### PROBLEM TO WORK ON
On how many lines of the records below does the string "Arief" appear? Reply with only the number.

### DATASET CONTENT
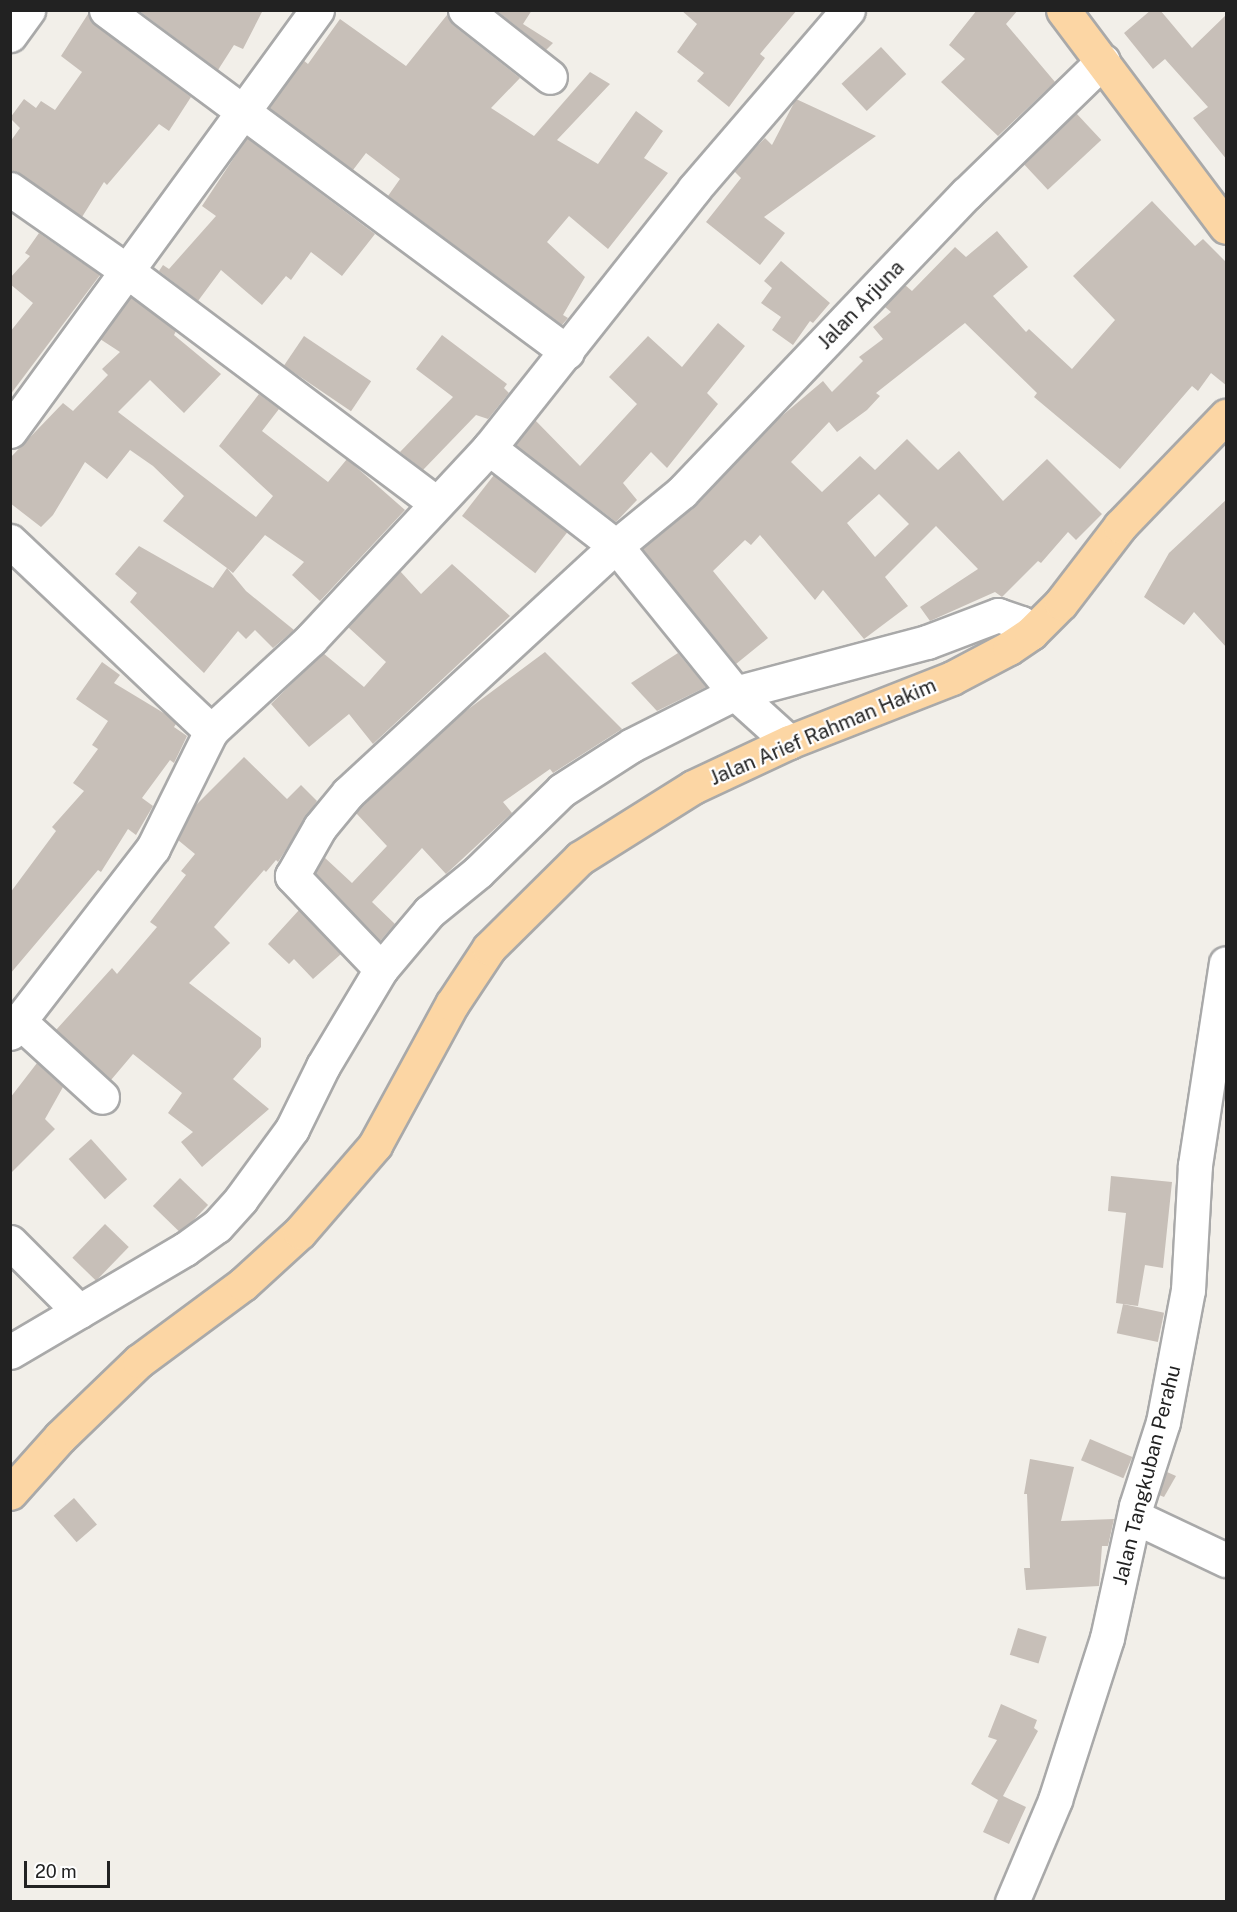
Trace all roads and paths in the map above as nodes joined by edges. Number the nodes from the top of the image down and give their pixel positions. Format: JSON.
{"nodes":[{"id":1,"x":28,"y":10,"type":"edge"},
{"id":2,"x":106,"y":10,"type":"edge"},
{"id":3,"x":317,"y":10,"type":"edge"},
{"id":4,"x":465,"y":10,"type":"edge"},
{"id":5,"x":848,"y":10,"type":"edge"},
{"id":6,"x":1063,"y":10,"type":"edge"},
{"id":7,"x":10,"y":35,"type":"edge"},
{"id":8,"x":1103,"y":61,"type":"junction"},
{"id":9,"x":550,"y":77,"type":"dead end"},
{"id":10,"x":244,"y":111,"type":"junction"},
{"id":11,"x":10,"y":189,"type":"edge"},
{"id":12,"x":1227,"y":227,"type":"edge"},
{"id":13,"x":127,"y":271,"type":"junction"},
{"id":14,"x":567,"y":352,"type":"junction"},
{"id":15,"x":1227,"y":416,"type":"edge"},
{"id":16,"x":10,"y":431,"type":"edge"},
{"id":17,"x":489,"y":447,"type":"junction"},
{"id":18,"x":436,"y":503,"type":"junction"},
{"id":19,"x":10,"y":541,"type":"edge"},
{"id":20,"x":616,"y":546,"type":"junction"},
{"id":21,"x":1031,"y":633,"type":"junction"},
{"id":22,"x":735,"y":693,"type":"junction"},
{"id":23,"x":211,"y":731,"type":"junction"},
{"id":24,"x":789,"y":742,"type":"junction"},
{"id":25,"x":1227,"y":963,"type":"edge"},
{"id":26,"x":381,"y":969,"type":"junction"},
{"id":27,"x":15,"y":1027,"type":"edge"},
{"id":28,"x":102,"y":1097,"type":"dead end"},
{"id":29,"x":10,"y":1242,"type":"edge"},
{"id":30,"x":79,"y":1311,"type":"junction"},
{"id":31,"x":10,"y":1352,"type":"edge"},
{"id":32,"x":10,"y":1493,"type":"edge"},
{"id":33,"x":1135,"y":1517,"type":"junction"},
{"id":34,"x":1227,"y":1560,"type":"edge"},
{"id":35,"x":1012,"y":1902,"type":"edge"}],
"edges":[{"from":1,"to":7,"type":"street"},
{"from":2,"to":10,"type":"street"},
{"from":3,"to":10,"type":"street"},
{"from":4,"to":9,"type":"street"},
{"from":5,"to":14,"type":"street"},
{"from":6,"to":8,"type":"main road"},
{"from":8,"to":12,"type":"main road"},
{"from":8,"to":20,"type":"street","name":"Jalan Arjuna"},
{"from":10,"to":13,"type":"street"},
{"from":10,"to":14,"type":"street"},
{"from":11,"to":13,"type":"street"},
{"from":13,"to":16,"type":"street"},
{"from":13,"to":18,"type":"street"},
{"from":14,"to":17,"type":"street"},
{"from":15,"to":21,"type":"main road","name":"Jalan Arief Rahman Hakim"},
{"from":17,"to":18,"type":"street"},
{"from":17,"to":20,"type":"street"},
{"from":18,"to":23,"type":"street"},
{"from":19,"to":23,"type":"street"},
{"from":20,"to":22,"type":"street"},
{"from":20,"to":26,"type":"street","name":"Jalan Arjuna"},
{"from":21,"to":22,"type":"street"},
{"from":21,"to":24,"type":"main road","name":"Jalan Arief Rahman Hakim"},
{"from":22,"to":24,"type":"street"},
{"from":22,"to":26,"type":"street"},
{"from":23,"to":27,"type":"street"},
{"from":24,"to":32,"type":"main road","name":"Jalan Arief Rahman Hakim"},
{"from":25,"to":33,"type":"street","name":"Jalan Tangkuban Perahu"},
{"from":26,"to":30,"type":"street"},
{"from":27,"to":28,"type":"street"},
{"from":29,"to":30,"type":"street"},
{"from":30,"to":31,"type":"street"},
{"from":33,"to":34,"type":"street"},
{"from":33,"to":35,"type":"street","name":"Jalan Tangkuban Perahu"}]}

### RESPONSE AREA
3